Show Boat reminds me of . . . Robert Altman?????
I’ve wanted to see Show Boat for a long time, and my loving husband kindly TiVoed it for me this week. As it turned out, it was the 1951 version starring Howard Keel and Ava Gardner, not the 1936 version starring Paul Robeson and Hattie McDaniel. (That the most recognizable names are the white actors in one movie and the African American actors in the other may be significant . . . but we’ll get to that later). Pretty much all I knew about Show Boat, besides its composer (Jerome Kern) and lyricist (Oscar Hammerstein), was the footage I’d seen of Robeson singing “Old Man River,” which, even out of context, was enough to floor me.
So I was disappointed that Robeson wasn’t in this version, and I’ve since learned that most people regard the 1951 Show Boat as vastly inferior to the 1936 one–but, even so, both my husband and I were moved by it. And here’s the strange thing: I was most moved not by what happened, but by what we didn’t know about.
The inciting incident occurs when Julie (Ava Gardner) and her husband Steve, the leads of the Cotton Blossom’s show, are kicked off the boat because Julie’s would-be lover reveals that she is mixed-race. It seems that this little event only occurs, however, to get Gaylord Ravenal (Howard Keel) on board as the new leading man, so that he can romance the ship captain’s daughter Noli. Most of the rest of the movie follows Gaylord and Noli up and down the Mississippi, as their marriage goes on and off and on again. After Julie and Steve leave the Cotton Blossom, we never see Steve again; one brief line tells us that he abandoned Julie. Julie makes episodic appearances charting her decline into alcoholism and prostitution, and she becomes a minor character whose main function plotwise is to ultimately reunite Gaylord and Noli. The white people get on and off the ship, the river keeps rolling along, and no matter how stupid they’ve been, they get happy endings. Not so for Julie. We don’t even know what happens to her. The movie closes with her staring off after the Cotton Blossom as Joe (a black character we know nothing about, except that he’s got really powerful lungs) once again sings “Old Man River.”
You could argue that it’s because of racism that the movie focuses on the rather spoiled, self-pitying white characters rather than giving well developed roles to its black characters (including Julie, a mulatta character played by a white woman). And that may be part of it. But the movie—at least the lyrics of “Old Man River”–seems to actually call our attention to the fact that the African American characters’ story isn’t being told. Oddly, that’s where part of its power lies: you see how petty the white characters really are. They see only their own problems. Thanks to the narrative focus, we also see only their problems. And we recognize the racism there, perhaps more than we would if the plot were more balanced. Is the narrative focus racist or is it a commentary against racism? I don’t know. But in our tell-all culture, I’m awed by the power of a story not told.
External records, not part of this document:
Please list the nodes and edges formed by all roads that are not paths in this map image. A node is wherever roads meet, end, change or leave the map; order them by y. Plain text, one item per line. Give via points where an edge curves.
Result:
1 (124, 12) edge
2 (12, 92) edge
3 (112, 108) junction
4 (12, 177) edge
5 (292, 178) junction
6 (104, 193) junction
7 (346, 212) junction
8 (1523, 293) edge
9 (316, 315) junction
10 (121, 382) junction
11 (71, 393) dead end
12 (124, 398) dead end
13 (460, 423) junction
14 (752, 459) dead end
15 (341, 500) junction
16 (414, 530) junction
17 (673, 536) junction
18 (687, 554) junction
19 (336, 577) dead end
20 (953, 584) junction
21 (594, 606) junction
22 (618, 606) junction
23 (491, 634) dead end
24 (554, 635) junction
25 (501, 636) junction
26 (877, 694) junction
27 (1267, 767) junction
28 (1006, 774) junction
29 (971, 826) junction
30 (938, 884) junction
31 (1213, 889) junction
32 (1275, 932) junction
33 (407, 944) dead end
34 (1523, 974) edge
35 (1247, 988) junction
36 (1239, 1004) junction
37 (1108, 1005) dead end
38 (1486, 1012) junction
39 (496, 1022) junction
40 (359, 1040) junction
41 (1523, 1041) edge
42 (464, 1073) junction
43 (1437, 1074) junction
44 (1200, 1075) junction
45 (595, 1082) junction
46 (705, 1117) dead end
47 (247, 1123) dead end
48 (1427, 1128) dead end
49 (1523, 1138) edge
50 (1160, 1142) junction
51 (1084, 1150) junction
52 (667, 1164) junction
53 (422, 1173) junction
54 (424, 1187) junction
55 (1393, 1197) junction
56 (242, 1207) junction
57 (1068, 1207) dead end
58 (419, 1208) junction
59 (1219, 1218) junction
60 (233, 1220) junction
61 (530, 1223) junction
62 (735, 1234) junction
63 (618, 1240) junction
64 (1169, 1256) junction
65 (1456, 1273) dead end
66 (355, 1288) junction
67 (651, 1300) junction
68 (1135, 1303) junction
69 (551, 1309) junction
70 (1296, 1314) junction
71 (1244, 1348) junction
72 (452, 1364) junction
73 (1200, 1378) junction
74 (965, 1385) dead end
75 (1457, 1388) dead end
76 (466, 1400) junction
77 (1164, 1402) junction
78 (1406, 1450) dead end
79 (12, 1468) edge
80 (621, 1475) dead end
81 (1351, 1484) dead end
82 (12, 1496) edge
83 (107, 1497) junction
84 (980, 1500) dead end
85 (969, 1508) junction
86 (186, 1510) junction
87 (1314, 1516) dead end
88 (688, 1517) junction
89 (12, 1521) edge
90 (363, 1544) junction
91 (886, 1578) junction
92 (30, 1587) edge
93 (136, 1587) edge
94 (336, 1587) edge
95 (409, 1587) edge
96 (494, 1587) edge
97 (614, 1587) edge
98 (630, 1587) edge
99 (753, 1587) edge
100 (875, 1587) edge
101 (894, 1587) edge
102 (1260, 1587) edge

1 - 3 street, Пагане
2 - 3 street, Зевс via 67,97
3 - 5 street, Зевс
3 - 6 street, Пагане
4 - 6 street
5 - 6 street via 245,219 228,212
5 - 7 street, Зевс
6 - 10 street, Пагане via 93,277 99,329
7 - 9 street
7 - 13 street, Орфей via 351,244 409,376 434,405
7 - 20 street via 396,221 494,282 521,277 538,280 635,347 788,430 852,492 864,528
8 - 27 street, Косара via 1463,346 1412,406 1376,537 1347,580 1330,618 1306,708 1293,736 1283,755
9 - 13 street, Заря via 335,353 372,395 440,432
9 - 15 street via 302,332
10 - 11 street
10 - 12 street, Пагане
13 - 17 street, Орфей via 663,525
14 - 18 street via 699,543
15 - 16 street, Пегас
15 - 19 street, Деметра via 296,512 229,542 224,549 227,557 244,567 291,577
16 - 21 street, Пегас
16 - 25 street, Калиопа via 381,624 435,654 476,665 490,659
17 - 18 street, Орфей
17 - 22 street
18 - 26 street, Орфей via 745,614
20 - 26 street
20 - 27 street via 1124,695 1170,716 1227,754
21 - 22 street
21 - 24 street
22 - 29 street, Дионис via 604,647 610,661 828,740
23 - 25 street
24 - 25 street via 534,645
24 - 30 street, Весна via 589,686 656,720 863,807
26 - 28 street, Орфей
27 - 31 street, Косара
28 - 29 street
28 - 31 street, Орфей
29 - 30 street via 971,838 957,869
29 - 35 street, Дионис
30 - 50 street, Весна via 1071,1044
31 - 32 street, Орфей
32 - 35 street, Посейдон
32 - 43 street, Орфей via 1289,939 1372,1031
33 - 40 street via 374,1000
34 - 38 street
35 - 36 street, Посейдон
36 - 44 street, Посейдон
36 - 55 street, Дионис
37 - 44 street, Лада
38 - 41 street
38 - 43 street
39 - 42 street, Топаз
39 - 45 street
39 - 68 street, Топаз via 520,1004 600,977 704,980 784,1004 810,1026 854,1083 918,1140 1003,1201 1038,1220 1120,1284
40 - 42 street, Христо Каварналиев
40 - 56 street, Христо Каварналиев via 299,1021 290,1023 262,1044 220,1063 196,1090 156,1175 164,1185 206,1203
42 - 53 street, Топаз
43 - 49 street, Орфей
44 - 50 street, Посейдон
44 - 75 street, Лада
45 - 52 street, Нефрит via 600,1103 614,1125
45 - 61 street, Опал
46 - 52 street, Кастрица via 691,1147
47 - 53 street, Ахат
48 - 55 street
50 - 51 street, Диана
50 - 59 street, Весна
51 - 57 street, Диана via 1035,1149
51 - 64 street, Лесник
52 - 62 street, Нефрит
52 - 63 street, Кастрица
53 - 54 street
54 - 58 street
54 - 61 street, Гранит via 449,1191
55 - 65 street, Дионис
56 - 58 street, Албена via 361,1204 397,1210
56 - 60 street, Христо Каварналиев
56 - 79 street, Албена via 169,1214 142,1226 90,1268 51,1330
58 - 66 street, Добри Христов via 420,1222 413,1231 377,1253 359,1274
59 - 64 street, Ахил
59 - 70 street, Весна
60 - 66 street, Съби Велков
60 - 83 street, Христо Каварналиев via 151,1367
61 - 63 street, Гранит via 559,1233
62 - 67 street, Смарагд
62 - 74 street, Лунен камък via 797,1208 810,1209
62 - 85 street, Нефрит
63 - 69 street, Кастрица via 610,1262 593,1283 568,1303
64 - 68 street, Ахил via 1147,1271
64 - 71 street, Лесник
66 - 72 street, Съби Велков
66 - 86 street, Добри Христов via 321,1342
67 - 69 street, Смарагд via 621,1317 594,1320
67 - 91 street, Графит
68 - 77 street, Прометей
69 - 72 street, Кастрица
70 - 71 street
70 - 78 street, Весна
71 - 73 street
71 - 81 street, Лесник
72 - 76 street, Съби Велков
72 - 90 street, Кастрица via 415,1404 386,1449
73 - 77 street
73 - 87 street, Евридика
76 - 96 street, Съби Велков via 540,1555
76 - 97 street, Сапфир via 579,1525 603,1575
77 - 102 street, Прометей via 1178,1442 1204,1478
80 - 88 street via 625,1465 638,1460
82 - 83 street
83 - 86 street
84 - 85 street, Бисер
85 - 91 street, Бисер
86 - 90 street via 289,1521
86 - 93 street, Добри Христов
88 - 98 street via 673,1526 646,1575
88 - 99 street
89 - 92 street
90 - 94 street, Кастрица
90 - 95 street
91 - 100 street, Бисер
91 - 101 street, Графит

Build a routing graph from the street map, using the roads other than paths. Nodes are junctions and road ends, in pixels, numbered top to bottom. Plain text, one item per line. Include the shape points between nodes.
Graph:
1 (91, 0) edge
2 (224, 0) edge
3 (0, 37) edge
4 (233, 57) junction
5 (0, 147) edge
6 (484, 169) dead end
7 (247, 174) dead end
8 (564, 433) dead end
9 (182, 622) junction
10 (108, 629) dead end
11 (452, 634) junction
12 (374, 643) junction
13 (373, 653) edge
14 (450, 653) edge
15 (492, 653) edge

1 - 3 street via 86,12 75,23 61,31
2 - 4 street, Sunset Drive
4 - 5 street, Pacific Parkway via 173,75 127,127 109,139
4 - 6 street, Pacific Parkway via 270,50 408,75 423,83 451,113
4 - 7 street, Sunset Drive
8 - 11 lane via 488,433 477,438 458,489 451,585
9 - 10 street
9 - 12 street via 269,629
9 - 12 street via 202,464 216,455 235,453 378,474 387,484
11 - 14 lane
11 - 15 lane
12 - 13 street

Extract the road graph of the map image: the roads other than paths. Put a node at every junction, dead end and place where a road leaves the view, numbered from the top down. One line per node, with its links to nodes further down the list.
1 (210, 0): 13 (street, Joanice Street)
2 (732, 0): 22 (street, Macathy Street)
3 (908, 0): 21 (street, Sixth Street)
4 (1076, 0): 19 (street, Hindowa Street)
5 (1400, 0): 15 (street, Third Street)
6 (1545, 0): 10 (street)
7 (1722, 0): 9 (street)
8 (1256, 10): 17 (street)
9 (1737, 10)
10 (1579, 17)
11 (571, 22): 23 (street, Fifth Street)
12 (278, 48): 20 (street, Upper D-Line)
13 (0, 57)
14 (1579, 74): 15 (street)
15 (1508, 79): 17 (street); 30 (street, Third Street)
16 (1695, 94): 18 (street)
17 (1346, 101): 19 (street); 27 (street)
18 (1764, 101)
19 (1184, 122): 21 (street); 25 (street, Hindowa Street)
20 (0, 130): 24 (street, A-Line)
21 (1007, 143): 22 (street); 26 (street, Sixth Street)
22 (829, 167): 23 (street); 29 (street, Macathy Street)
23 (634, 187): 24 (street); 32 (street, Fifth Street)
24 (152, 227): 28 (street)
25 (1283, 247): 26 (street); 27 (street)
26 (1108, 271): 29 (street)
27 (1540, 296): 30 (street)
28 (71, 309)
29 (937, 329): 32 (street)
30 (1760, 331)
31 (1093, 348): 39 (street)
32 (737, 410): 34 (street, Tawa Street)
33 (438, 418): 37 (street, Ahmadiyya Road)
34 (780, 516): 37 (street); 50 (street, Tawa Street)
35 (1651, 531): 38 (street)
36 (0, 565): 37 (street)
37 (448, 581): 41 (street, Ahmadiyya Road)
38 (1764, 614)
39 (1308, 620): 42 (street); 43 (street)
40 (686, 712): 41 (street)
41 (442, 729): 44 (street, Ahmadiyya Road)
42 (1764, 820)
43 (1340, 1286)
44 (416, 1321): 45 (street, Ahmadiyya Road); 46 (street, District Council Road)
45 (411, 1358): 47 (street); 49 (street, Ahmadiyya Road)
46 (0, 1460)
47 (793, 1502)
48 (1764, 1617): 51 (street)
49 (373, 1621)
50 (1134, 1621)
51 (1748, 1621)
That’s what reminds me of Gosford Park, the Robert Altman film. You go through almost the whole movie thinking that the main story is who killed the old, rich philanderer: then it turns out that the real story has nothing to do with the murder or whodunit. It’s stunning. Shocking. And it’s intentional in Gosford Park. I’m not sure how intentional it is in Show Boat. My husband thinks it is. “Look at who the lyricist is,” he says. “He knows his stuff.” And we know for a fact that Oscar Hammerstein had a powerful social conscience when he was working with Richard Rodgers. “You’ve Got to Be Taught” from South Pacific did so much to teach people about their own racism—rather didactically, I admit, but that’s fine. Show Boat’s subtler (Show Boat? Subtle?) approach, whether it’s actually there or I’m just imagining it, is more intriguing, though.
Now I just have to get my hands on a copy of the 1936 version.